» **Work required**
Lines after the one containing "Digitize the connectivity" are to be omitted; print exactly each line from the start of the records up to and including it.

» **Exercise material**
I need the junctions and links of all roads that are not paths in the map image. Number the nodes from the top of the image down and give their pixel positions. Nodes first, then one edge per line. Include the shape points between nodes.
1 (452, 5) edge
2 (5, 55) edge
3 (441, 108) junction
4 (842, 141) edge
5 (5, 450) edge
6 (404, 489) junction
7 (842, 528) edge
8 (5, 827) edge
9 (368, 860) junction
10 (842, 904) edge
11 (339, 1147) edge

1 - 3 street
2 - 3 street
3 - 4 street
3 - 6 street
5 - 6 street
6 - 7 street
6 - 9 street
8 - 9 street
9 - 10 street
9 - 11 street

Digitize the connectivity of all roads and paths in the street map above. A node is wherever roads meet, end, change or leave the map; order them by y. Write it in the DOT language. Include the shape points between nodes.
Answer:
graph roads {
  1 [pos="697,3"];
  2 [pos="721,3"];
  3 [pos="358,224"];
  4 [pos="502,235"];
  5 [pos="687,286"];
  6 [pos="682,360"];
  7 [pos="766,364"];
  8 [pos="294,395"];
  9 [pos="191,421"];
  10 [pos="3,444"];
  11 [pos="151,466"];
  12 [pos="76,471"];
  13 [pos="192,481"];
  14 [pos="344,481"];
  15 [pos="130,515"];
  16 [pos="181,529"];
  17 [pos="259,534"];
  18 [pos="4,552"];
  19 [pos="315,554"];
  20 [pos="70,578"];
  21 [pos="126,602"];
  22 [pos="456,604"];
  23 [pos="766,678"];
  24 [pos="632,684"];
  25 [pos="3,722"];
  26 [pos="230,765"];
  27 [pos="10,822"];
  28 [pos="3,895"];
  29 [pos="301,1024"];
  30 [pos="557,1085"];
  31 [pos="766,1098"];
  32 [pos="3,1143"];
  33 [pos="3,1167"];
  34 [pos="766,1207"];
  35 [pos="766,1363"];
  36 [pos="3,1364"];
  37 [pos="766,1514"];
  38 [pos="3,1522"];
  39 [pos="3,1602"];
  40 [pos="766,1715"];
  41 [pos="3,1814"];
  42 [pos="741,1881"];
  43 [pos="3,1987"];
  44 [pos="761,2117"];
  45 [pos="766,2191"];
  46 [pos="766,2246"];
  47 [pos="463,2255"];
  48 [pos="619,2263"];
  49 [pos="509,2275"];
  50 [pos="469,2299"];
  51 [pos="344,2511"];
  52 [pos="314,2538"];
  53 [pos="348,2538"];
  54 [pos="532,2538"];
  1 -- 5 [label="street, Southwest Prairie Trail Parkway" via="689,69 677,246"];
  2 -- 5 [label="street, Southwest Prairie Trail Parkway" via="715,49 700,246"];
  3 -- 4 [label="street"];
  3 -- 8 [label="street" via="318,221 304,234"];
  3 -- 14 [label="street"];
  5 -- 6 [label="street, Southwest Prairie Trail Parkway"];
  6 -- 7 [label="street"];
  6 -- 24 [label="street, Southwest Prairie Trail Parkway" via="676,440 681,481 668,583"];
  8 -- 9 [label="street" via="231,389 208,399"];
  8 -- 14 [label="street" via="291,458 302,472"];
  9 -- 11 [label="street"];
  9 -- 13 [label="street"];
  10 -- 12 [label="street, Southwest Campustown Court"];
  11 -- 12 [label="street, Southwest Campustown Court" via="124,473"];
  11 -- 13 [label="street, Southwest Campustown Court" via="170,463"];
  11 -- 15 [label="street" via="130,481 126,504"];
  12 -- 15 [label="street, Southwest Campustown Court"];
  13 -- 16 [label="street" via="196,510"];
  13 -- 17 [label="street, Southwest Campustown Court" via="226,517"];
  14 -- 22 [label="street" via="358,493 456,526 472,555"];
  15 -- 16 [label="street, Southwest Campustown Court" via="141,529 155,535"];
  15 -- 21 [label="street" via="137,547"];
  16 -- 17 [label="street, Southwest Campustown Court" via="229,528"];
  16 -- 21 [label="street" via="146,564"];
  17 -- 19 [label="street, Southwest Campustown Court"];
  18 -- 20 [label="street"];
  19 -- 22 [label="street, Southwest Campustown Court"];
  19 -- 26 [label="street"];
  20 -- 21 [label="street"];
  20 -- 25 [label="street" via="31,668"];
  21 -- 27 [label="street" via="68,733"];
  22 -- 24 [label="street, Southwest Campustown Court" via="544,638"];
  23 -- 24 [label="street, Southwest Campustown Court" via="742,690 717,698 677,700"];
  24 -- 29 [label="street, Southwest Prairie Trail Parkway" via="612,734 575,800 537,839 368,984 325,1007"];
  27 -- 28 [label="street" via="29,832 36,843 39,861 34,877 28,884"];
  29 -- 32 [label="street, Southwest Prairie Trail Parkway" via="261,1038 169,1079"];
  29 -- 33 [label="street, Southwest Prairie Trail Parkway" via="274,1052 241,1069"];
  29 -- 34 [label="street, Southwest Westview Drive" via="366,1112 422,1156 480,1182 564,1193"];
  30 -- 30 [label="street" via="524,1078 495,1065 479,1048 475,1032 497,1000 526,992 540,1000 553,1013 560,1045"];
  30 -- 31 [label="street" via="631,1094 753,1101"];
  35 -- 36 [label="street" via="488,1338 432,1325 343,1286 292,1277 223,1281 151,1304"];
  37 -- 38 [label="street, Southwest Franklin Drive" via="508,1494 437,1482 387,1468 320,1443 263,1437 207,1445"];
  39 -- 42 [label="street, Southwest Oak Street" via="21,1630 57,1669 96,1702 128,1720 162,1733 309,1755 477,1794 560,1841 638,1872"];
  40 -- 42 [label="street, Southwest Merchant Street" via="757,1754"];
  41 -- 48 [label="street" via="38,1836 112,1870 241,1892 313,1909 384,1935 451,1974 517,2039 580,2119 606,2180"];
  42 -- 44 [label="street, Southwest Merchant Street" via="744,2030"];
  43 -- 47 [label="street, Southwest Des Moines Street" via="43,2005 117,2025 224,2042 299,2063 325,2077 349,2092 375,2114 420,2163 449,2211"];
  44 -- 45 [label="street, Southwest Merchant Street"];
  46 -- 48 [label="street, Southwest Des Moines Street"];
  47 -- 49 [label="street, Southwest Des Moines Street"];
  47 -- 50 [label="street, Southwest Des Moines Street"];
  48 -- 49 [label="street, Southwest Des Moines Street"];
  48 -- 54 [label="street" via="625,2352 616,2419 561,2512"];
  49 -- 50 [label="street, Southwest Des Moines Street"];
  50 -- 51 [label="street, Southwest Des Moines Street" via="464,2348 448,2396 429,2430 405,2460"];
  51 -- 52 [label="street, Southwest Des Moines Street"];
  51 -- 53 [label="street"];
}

» **Response area**
I need the junctions and links of all roads that are not paths in the map image. Number the nodes from the top of the image down and give their pixel positions. Nodes first, then one edge per line. Include the shape points between nodes.
1 (452, 5) edge
2 (5, 55) edge
3 (441, 108) junction
4 (842, 141) edge
5 (5, 450) edge
6 (404, 489) junction
7 (842, 528) edge
8 (5, 827) edge
9 (368, 860) junction
10 (842, 904) edge
11 (339, 1147) edge

1 - 3 street
2 - 3 street
3 - 4 street
3 - 6 street
5 - 6 street
6 - 7 street
6 - 9 street
8 - 9 street
9 - 10 street
9 - 11 street

Digitize the connectivity of all roads and paths in the street map above. A node is wherever roads meet, end, change or leave the map; order them by y. Write it in the DOT language. Include the shape points between nodes.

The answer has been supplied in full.